When the finalists for the directorship were announced, I had somewhat dismissive comments of Samantha Chang; recalling this, combined with the recent acknowledgement of our vague, anonymous audience, has led me to do some reflecting.

Sam was my instructor first semester, too, along with Grendel and TLB (and others). Sam was a very calm presence in the classroom -- I don't mean vague or ethereal, but her energy was always positive, rather than taking the form of closed off, negative, iron-clad criticism. She was willing to listen to an author; to not only have a polite, measured critique of a story, but to also try to understand an author's concerns. She was a sympathetic instructor, in other words.

(It's worth nothing that before Iowa, I went to an MFA-type Masters program where the faculty was very similar in personality to Sam: considerate, polite, helpful, sympathetic; as caring about the author as anything, I'd say.)

Anyway, second semester at Iowa, I had Frank. Big difference. I don't remember exactly who was in that workshop that's also on this blog -- kclou, certainly, and also bR (congrats by the way!) -- but I was up first, and to use dull parlance, Frank tore me a new one. The 'workshop' was about fifteen minutes of him ripping my story to shreds (mostly inconsistencies with language). At one point he actually wondered aloud if in writing the story, I'd gone to a "cliche-store," where cliches were on sale for a nickel apiece, which made it easy for me to buy so many of them.

I blushed and sweated the entire time. It was absolutely humiliating. I'll never forget the experience; it was the first time in any workshop (and I've been in MANY) that an instructor was so brutally honest. It was the antithesis of the Sam experience: unsympathetic and cold, rather than warm and gentle.
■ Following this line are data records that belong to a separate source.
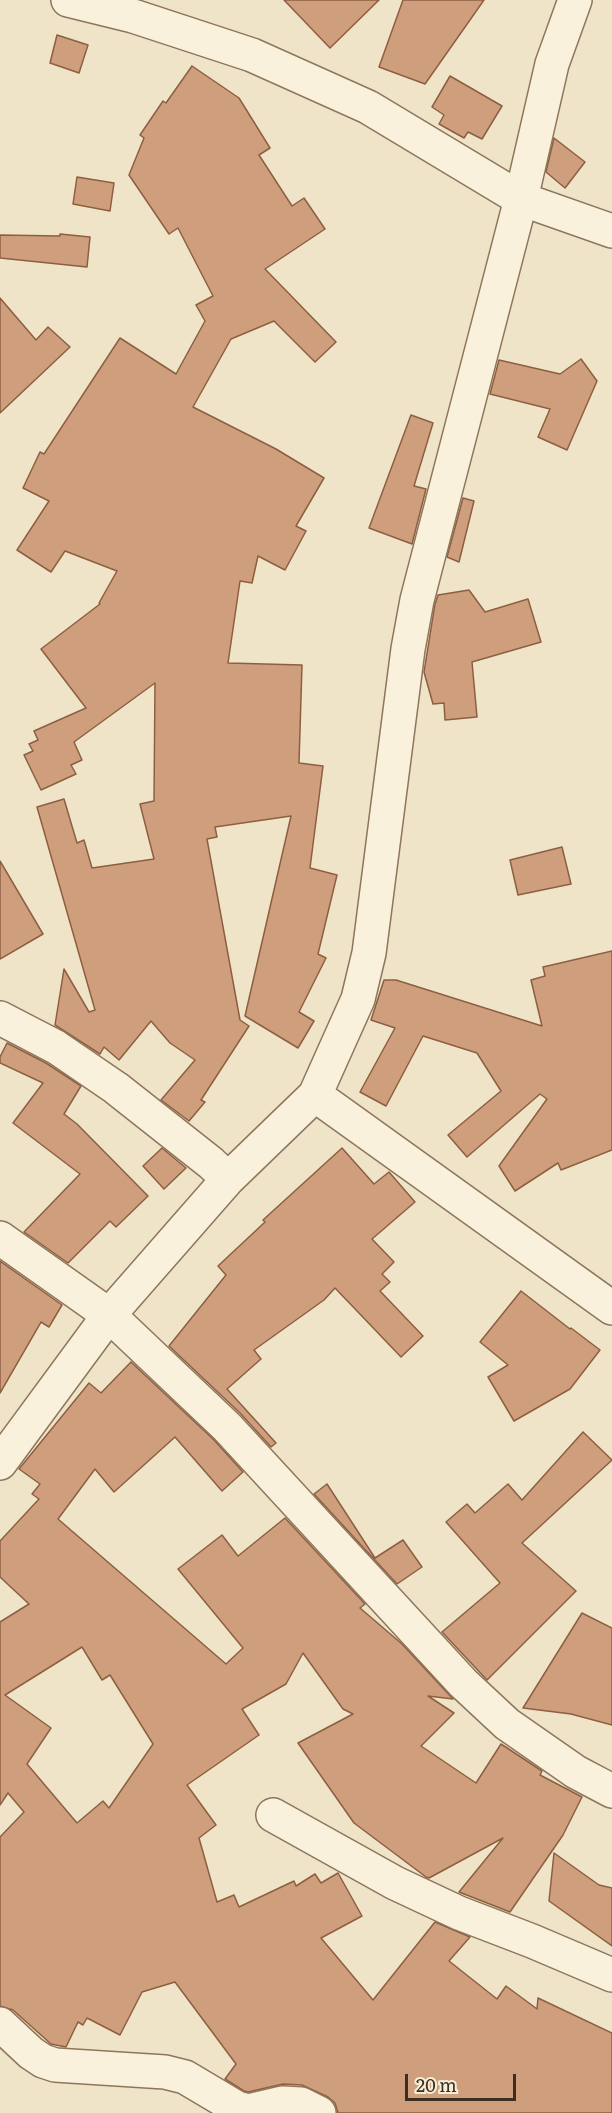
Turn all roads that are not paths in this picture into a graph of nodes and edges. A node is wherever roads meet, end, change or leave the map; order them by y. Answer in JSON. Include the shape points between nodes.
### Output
{"nodes":[{"id":1,"x":68,"y":0,"type":"edge"},
{"id":2,"x":575,"y":0,"type":"edge"},
{"id":3,"x":521,"y":199,"type":"junction"},
{"id":4,"x":612,"y":231,"type":"edge"},
{"id":5,"x":0,"y":1018,"type":"edge"},
{"id":6,"x":315,"y":1095,"type":"junction"},
{"id":7,"x":228,"y":1179,"type":"junction"},
{"id":8,"x":0,"y":1238,"type":"edge"},
{"id":9,"x":612,"y":1308,"type":"edge"},
{"id":10,"x":109,"y":1315,"type":"junction"},
{"id":11,"x":0,"y":1463,"type":"edge"},
{"id":12,"x":612,"y":1791,"type":"edge"},
{"id":13,"x":273,"y":1815,"type":"dead end"},
{"id":14,"x":612,"y":1975,"type":"edge"},
{"id":15,"x":0,"y":2024,"type":"edge"},
{"id":16,"x":319,"y":2113,"type":"edge"}],
"edges":[{"from":1,"to":3,"type":"street","via":[[133,16],[252,55],[368,107]]},
{"from":2,"to":3,"type":"street","via":[[552,64]]},
{"from":3,"to":4,"type":"street"},
{"from":3,"to":6,"type":"street","via":[[417,600],[369,953],[358,999]]},
{"from":5,"to":7,"type":"street","via":[[56,1047],[117,1088]]},
{"from":6,"to":7,"type":"street"},
{"from":6,"to":9,"type":"street"},
{"from":7,"to":10,"type":"street"},
{"from":8,"to":10,"type":"street"},
{"from":10,"to":11,"type":"street"},
{"from":10,"to":12,"type":"street","via":[[227,1427],[463,1683],[507,1724],[576,1773]]},
{"from":13,"to":14,"type":"street","via":[[395,1883]]},
{"from":15,"to":16,"type":"street","via":[[31,2053],[55,2065],[165,2072],[185,2077],[248,2111],[282,2103],[300,2104]]}]}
Yet when I look at the work I've done over the last few years, that day stands as a clear dividing line: crappy stories before, better stories after. I know it's easy to create faulty cause/effect relationships, but this one holds truth: the effect of being humiliated that day has had a larger impact on me as a writer than any ten of my other workshops combined. I approach writing diffently *because* of that workshop . . . and I think maybe that's why I was originally critical of Sam as a workshop instructor; it had little to do with her, more with me (my apologies to her, then, for the original comments). I was at a point where 'just' polite story-to-story criticism wasn't going to be as helpful as something more jolting.

Many of us seem to have more respect (if grudging respect) for teachers who were 'mean.' Any thoughts on this? Has anyone else had similar experiences? Is there a point where to actually teach a writer who thinks he/she knows something about the craft, an instructor has to 'shock' them out of that 'knowledge'?

If people HAVE had experiences like this, I wonder if we could collect them here, try to pass it on to something like P&W, if anyone has contacts to a magazine like that. A group essay on the effect of workshops would be cool. Who knows. Thanks.

(feel free to think/tell me I'm being stupid, too)


Jane said...

An interesting question. I think I've learned just as much from some of the the "gentle" teachers I've had as I have from the sterner ones. But the after-effect is quite different.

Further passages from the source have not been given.